╭─ Task material

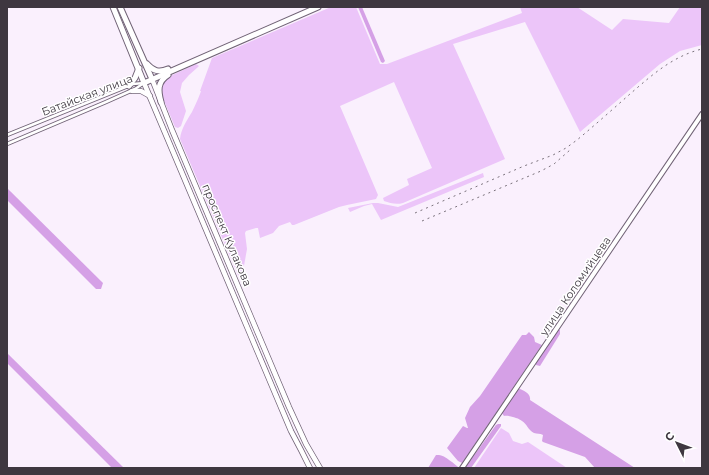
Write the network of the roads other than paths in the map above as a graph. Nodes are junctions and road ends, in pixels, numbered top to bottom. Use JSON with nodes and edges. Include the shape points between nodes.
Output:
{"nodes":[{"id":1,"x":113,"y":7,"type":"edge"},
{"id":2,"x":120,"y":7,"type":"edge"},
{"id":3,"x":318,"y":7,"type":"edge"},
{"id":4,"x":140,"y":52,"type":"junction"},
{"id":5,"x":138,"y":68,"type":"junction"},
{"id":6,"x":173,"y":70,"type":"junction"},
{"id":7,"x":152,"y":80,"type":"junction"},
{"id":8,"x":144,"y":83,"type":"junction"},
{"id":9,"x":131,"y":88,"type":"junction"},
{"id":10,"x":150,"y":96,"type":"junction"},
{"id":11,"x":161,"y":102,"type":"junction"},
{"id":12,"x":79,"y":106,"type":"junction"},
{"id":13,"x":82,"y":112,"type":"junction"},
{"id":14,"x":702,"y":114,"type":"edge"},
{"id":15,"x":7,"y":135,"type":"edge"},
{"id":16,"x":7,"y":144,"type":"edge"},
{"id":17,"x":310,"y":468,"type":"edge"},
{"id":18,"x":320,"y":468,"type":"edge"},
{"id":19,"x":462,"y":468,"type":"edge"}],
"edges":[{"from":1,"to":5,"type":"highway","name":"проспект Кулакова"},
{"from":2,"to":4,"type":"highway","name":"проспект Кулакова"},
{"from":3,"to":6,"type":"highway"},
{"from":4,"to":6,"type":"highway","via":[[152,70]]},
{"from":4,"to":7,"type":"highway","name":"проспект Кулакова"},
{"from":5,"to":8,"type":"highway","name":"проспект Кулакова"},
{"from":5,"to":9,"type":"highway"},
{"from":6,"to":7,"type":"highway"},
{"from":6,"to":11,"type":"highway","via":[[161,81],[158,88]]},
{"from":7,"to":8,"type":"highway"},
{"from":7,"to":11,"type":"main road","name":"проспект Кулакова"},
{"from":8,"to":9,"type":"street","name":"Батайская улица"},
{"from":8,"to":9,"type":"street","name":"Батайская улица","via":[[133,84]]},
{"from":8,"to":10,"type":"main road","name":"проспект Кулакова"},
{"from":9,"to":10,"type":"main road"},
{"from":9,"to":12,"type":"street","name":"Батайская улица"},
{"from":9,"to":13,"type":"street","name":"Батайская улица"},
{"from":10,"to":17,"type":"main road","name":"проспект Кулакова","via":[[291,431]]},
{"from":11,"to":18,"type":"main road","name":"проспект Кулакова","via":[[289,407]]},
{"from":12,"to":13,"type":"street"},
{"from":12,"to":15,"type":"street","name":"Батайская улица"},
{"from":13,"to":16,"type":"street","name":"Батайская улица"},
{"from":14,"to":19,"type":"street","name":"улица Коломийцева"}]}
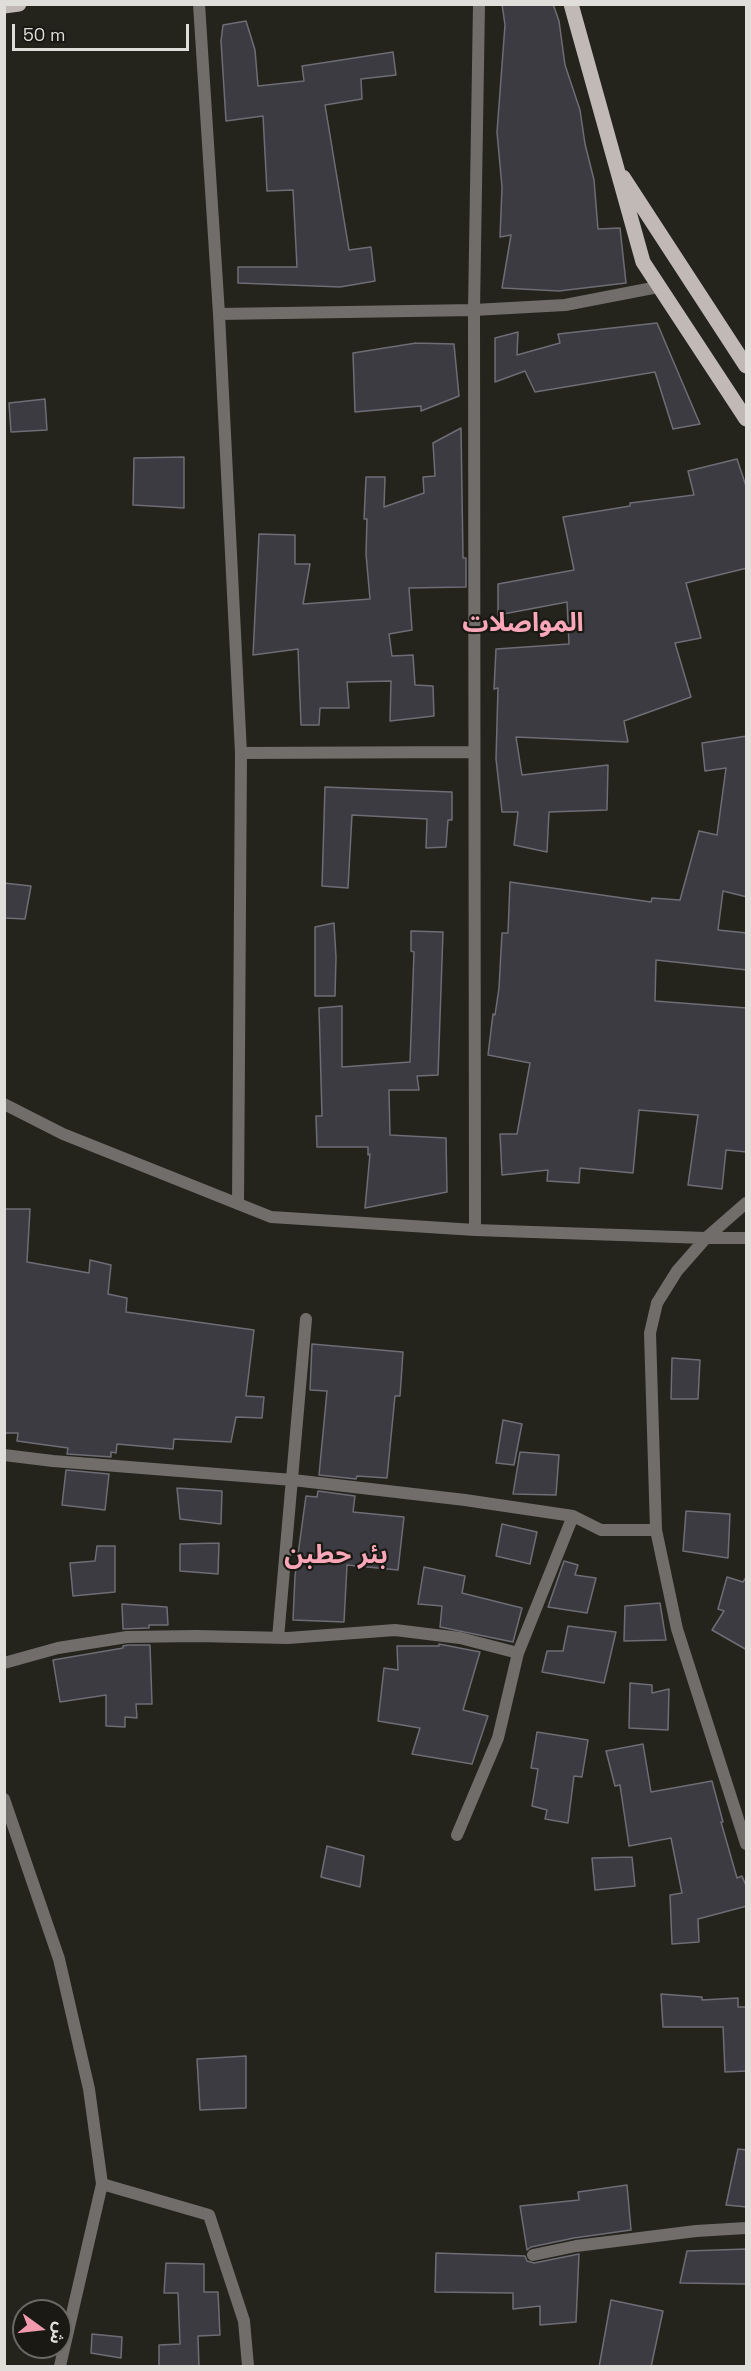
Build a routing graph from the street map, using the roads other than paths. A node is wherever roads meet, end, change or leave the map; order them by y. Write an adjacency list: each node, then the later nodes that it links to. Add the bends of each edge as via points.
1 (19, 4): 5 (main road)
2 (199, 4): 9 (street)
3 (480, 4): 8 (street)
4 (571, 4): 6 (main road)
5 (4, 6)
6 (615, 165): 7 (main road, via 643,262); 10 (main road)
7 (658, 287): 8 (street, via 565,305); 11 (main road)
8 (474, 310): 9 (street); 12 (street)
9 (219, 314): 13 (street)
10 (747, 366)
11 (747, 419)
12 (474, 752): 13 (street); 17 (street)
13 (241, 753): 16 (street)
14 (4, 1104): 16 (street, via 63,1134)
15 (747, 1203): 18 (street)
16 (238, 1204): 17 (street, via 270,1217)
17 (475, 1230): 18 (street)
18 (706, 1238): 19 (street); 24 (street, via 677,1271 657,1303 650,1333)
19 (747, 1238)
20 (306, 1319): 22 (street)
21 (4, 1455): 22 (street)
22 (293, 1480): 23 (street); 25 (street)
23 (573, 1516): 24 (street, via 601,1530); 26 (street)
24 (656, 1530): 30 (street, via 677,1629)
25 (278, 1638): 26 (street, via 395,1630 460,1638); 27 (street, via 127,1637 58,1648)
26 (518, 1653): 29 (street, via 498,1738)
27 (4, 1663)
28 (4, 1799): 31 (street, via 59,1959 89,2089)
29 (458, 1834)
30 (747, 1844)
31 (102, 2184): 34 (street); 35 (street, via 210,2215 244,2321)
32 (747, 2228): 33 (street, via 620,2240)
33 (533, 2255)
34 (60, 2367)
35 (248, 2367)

╰─
╭─ Task material

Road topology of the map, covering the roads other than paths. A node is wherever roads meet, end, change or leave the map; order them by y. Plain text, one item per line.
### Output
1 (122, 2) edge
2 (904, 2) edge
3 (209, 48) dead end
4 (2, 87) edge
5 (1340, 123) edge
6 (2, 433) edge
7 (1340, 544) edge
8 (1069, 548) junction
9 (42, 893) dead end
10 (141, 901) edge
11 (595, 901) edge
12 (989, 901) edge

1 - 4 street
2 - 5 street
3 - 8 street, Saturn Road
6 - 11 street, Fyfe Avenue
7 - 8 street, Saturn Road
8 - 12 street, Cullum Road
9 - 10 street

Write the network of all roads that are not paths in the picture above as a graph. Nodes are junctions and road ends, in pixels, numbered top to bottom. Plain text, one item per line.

╰─

Your instructions: Where a line in the material contains "Plain", copy that line.

Solution for this task:
Road topology of the map, covering the roads other than paths. A node is wherever roads meet, end, change or leave the map; order them by y. Plain text, one item per line.
Write the network of all roads that are not paths in the picture above as a graph. Nodes are junctions and road ends, in pixels, numbered top to bottom. Plain text, one item per line.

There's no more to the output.